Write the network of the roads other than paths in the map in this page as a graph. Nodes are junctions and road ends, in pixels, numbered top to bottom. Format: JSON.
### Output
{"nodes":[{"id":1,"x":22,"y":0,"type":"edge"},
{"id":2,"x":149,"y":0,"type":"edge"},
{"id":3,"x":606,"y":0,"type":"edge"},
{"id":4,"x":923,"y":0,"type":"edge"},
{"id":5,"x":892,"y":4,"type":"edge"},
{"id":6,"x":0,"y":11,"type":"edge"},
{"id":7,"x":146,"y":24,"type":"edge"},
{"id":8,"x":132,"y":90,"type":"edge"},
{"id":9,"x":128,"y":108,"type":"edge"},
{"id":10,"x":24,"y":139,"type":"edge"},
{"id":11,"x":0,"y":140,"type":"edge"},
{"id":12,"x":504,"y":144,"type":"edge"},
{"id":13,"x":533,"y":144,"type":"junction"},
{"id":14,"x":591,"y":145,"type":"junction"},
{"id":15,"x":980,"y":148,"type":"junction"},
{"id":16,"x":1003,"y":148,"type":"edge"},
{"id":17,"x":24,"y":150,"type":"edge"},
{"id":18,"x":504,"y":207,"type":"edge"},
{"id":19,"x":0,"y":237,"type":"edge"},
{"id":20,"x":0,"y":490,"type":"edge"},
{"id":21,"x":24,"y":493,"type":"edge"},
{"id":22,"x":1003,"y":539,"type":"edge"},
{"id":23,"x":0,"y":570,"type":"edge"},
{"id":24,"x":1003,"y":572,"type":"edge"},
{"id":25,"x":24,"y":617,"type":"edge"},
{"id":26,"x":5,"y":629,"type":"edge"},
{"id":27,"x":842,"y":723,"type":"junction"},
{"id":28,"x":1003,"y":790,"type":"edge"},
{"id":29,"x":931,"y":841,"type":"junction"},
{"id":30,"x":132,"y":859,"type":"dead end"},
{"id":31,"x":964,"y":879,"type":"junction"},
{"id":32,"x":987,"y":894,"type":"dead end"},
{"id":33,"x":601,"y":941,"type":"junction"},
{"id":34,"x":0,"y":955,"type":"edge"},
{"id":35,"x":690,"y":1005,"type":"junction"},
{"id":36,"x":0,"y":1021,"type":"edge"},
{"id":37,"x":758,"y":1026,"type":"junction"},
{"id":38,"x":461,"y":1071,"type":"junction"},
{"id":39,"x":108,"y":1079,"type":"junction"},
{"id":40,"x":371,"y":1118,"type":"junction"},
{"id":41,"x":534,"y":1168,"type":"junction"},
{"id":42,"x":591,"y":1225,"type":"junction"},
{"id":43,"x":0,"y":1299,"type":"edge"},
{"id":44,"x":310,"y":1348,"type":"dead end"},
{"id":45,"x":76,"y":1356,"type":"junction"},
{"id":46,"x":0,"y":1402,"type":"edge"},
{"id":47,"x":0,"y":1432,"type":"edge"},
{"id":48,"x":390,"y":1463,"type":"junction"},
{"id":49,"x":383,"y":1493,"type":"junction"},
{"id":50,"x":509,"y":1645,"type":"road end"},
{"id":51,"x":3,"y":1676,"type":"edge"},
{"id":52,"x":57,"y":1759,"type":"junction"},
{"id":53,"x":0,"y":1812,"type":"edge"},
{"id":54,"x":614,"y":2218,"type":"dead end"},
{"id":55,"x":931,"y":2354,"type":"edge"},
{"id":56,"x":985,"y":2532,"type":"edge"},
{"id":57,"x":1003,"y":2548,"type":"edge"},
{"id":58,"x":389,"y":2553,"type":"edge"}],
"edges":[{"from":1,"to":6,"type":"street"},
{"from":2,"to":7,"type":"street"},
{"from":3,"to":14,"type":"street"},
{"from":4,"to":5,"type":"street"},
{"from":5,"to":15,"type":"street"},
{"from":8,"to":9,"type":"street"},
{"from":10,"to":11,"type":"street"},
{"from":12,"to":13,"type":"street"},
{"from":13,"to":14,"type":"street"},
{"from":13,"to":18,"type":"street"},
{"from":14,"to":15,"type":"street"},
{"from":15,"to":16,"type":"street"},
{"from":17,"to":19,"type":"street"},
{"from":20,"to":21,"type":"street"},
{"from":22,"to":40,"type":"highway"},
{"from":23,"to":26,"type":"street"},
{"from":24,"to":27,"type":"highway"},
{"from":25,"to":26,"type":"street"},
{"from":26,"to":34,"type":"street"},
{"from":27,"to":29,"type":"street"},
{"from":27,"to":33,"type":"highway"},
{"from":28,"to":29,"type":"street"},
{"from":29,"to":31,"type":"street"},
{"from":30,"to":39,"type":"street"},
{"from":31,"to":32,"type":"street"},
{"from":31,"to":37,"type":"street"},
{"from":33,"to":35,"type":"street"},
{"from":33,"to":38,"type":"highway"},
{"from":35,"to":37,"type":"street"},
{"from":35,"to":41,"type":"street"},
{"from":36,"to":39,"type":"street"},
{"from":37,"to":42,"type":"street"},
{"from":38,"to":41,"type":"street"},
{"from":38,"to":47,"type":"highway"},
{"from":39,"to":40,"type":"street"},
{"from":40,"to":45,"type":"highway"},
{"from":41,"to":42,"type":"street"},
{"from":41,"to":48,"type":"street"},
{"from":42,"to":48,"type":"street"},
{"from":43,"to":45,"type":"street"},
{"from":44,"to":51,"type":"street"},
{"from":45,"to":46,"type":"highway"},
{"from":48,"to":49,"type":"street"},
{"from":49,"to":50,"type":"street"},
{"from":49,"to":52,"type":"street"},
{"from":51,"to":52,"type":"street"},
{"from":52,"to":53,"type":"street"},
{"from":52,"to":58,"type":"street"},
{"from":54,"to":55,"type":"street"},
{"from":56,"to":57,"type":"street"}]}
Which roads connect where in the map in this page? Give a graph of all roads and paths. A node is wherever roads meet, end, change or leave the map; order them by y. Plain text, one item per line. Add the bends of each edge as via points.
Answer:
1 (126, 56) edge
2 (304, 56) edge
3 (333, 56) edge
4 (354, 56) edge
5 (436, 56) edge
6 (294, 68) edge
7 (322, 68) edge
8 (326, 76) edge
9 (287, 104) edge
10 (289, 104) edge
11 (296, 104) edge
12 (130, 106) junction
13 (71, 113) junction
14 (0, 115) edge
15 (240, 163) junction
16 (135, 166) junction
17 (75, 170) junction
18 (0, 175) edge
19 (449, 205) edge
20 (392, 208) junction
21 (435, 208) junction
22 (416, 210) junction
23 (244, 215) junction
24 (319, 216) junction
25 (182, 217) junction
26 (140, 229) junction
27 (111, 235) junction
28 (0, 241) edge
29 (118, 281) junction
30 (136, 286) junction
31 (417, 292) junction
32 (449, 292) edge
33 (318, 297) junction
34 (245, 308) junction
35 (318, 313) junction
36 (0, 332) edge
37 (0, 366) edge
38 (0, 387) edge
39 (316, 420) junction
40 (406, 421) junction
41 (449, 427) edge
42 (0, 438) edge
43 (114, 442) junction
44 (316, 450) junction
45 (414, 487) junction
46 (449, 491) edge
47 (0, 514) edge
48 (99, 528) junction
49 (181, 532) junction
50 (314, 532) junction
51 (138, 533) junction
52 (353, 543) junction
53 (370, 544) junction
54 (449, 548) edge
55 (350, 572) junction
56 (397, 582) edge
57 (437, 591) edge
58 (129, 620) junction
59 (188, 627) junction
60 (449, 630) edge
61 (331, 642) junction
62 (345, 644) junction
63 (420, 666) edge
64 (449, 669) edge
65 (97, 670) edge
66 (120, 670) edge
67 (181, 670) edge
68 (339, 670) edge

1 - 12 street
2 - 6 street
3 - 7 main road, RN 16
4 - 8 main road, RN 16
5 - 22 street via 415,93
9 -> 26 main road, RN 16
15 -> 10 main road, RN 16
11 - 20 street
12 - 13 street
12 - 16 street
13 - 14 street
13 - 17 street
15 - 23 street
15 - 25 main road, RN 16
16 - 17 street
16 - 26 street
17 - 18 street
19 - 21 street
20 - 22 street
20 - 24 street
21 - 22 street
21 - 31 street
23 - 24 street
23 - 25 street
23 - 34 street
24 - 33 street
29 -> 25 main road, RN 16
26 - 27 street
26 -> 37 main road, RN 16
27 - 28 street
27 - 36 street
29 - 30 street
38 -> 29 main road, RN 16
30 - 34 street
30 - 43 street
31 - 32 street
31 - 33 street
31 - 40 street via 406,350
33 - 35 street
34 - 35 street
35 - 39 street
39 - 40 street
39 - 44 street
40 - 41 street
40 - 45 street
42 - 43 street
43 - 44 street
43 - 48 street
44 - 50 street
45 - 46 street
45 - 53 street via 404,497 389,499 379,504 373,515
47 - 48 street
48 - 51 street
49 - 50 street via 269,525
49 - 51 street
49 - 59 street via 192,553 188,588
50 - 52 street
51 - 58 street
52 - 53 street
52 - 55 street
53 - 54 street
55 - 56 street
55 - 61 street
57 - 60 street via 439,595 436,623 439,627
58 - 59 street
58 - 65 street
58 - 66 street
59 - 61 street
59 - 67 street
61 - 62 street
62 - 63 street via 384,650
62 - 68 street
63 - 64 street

Your assignment
Above are the records. Copy every line in them holding "dead".

Exercise output
{"id":30,"x":132,"y":859,"type":"dead end"},
{"id":32,"x":987,"y":894,"type":"dead end"},
{"id":44,"x":310,"y":1348,"type":"dead end"},
{"id":54,"x":614,"y":2218,"type":"dead end"},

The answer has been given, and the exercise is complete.